For this exercise, please find the lines in the entries that include the word "highway" and copy them.
[Supplied records Boundary: Start]
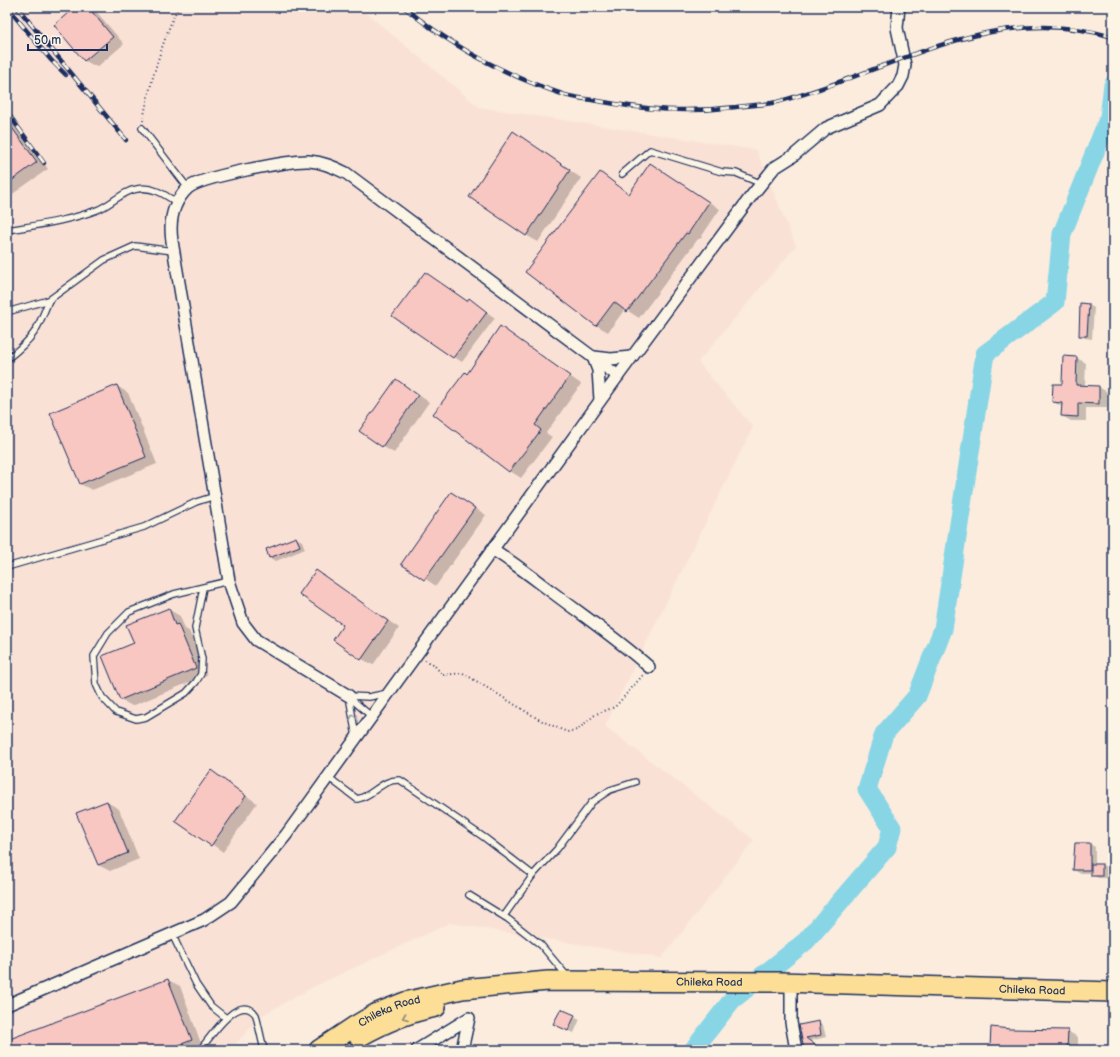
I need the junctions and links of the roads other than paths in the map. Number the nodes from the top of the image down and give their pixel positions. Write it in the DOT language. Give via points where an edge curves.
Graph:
graph roads {
  1 [pos="899,7"];
  2 [pos="142,128"];
  3 [pos="622,174"];
  4 [pos="762,185"];
  5 [pos="188,188"];
  6 [pos="176,202"];
  7 [pos="8,230"];
  8 [pos="174,251"];
  9 [pos="49,300"];
  10 [pos="7,312"];
  11 [pos="593,357"];
  12 [pos="632,357"];
  13 [pos="7,359"];
  14 [pos="618,376"];
  15 [pos="600,400"];
  16 [pos="215,496"];
  17 [pos="492,549"];
  18 [pos="7,567"];
  19 [pos="229,581"];
  20 [pos="203,588"];
  21 [pos="650,667"];
  22 [pos="388,693"];
  23 [pos="349,696"];
  24 [pos="371,716"];
  25 [pos="356,738"];
  26 [pos="328,777"];
  27 [pos="635,782"];
  28 [pos="533,875"];
  29 [pos="469,895"];
  30 [pos="504,916"];
  31 [pos="172,934"];
  32 [pos="571,981"];
  33 [pos="736,986"];
  34 [pos="781,988"];
  35 [pos="1113,992"];
  36 [pos="1113,1002"];
  37 [pos="7,1005"];
  38 [pos="226,1018"];
  39 [pos="200,1050"];
  40 [pos="264,1050"];
  41 [pos="319,1050"];
  42 [pos="339,1050"];
  43 [pos="417,1050"];
  44 [pos="462,1050"];
  45 [pos="796,1050"];
  1 -- 4 [label="street" via="897,28 905,65 898,86 880,105 826,128 793,156 774,168"];
  2 -- 5 [label="lane"];
  3 -- 4 [label="lane" via="650,150 722,172 736,173"];
  4 -- 12 [label="street"];
  5 -- 6 [label="street"];
  5 -- 11 [label="street" via="204,181 276,164 308,161 328,164 346,172"];
  6 -- 7 [label="lane" via="152,189 136,188 99,210 78,217"];
  6 -- 8 [label="street" via="170,227"];
  8 -- 9 [label="lane" via="136,246 104,260"];
  8 -- 16 [label="street"];
  9 -- 10 [label="lane"];
  9 -- 13 [label="lane" via="37,330 26,345"];
  11 -- 12 [label="street"];
  11 -- 14 [label="street"];
  11 -- 15 [label="street" via="598,370"];
  12 -- 14 [label="street"];
  14 -- 15 [label="street"];
  15 -- 17 [label="street"];
  16 -- 18 [label="lane" via="196,502 144,527"];
  16 -- 19 [label="street"];
  17 -- 21 [label="street" via="591,620"];
  17 -- 22 [label="street"];
  19 -- 20 [label="lane"];
  19 -- 23 [label="street" via="243,623 256,640"];
  20 -- 20 [label="lane" via="174,594 129,612 108,633 94,656 96,684 102,697 116,712 136,719 146,717 186,693 196,682 201,674 202,659 195,628"];
  22 -- 23 [label="lane" via="369,697"];
  22 -- 24 [label="street"];
  23 -- 24 [label="lane"];
  25 -- 23 [label="lane, one-way"];
  24 -- 25 [label="street"];
  25 -- 26 [label="street"];
  26 -- 28 [label="lane" via="357,799 363,798 383,783 400,780 485,838"];
  26 -- 31 [label="street" via="286,835 231,902 204,920"];
  27 -- 28 [label="lane" via="610,790 592,802 557,849"];
  28 -- 30 [label="lane"];
  29 -- 30 [label="lane"];
  30 -- 32 [label="lane" via="541,945"];
  31 -- 37 [label="street"];
  31 -- 38 [label="lane" via="196,984 211,1006"];
  32 -- 33 [label="highway, Chileka Road"];
  32 -- 41 [label="highway, Chileka Road" via="462,989 405,1002 377,1013"];
  33 -- 34 [label="highway, Chileka Road"];
  33 -- 42 [label="highway, one-way" via="552,992 475,999 424,1010 370,1030"];
  34 -- 35 [label="highway, Chileka Road"];
  34 -- 36 [label="highway, Chileka Road"];
  34 -- 45 [label="street"];
  38 -- 39 [label="lane"];
  38 -- 40 [label="lane" via="238,1010 253,1011"];
  43 -- 44 [label="street" via="469,1018"];
}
[Supplied records Boundary: End]
-- Exercise output --
  32 -- 33 [label="highway, Chileka Road"];
  32 -- 41 [label="highway, Chileka Road" via="462,989 405,1002 377,1013"];
  33 -- 34 [label="highway, Chileka Road"];
  33 -- 42 [label="highway, one-way" via="552,992 475,999 424,1010 370,1030"];
  34 -- 35 [label="highway, Chileka Road"];
  34 -- 36 [label="highway, Chileka Road"];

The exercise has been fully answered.